This is an idea proposed in 2024 as a Cambrige Computer Science Part III or MPhil project, and is currently being worked on by Mark Jacobsen. It is supervised by Sadiq Jaffer and Anil Madhavapeddy as part of my Conservation Evidence Copilots project.
This project aims to explore the development of a chunk-free approach for generating embeddings in Retrieval-Augmented Generation (RAG) models. Traditional RAG workflows often involve manual or predefined chunking of documents, and we seek to bypass this requirement.

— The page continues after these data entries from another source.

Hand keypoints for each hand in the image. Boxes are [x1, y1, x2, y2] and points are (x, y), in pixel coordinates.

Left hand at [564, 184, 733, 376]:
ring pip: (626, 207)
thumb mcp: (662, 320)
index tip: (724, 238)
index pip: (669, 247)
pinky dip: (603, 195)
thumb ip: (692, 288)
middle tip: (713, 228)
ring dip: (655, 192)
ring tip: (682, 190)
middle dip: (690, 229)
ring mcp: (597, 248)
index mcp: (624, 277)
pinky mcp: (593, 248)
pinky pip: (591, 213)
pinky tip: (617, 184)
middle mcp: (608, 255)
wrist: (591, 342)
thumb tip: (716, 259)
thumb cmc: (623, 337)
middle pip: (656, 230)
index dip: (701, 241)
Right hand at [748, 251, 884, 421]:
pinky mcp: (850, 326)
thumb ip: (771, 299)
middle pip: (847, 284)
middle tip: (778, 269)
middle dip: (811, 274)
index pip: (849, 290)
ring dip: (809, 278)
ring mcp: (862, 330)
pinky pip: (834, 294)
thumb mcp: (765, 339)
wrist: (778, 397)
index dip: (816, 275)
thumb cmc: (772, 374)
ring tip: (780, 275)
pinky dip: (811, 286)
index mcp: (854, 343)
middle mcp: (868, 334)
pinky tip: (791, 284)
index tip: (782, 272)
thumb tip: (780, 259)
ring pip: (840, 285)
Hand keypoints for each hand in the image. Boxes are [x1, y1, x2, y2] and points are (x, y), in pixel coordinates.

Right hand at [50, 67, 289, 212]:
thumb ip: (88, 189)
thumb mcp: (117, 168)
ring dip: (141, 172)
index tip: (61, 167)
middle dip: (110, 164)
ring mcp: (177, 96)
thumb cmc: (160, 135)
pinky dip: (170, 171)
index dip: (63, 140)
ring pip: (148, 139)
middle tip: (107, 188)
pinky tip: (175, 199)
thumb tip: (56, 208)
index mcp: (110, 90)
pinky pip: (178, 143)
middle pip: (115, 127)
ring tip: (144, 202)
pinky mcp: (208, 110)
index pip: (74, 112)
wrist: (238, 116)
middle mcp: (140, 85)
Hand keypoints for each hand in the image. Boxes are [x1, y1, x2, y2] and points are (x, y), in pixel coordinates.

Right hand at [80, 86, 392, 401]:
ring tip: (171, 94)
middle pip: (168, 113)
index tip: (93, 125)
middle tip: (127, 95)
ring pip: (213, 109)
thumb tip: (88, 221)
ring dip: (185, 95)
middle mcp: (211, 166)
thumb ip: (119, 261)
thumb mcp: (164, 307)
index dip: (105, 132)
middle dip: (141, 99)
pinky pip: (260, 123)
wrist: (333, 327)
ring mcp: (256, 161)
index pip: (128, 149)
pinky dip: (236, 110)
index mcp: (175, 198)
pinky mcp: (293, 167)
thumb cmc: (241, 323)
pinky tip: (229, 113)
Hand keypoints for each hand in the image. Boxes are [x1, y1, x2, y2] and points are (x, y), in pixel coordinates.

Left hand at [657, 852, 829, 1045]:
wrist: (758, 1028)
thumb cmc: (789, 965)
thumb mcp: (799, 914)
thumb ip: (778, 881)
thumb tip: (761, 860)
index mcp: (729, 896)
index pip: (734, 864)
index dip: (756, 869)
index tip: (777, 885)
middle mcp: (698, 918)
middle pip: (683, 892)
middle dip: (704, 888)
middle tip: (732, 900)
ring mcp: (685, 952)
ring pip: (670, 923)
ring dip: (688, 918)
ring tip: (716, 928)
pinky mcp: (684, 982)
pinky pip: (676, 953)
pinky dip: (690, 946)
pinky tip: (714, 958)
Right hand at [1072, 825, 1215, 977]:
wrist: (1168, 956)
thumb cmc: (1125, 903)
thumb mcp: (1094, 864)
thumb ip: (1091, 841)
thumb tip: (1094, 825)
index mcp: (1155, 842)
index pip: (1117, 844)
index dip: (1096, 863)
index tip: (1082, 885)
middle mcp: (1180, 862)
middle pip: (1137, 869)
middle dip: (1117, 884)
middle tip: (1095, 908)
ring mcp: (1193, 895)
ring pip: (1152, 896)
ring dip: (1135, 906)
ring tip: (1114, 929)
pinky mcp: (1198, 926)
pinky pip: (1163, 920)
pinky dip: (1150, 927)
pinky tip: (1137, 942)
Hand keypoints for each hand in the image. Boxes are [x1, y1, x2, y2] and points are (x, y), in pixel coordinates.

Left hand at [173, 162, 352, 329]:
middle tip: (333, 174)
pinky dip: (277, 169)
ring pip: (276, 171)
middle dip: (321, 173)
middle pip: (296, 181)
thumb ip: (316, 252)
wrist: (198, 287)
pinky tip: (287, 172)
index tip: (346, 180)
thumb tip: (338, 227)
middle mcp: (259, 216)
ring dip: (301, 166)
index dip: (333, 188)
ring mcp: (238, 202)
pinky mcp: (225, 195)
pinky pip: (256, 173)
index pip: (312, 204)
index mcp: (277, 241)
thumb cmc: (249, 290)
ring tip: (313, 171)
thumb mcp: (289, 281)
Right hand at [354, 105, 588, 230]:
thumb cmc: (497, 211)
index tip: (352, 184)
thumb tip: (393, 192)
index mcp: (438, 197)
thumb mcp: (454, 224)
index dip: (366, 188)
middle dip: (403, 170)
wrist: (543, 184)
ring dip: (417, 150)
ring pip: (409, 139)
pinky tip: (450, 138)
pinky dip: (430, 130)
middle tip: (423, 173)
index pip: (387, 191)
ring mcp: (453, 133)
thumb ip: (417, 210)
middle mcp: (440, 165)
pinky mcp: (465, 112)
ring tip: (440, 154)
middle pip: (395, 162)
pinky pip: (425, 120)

Instead, our approach involves generating multiple embeddings for unchunked text using a synthetic dataset created by (e.g.) a 7b parameter LLM. This dataset would feature structured, point-by-point summaries of each paragraph. An off-the-shelf embedding model could then be modified by removing its mean pooling layer and incorporating cross-attention layers. These layers, inspired by T5's encoder-decoder architecture, would enable a frozen set of embeddings to interact with summary-based embeddings via cross-attention, creating a more nuanced chunk-free representation.
Additionally, the research aims to explore adaptive chunking driven by a trained model, allowing context-aware embedding generation end-to-end. This method promises a more integrated and efficient approach, eliminating the need for separate summarization and embedding processes.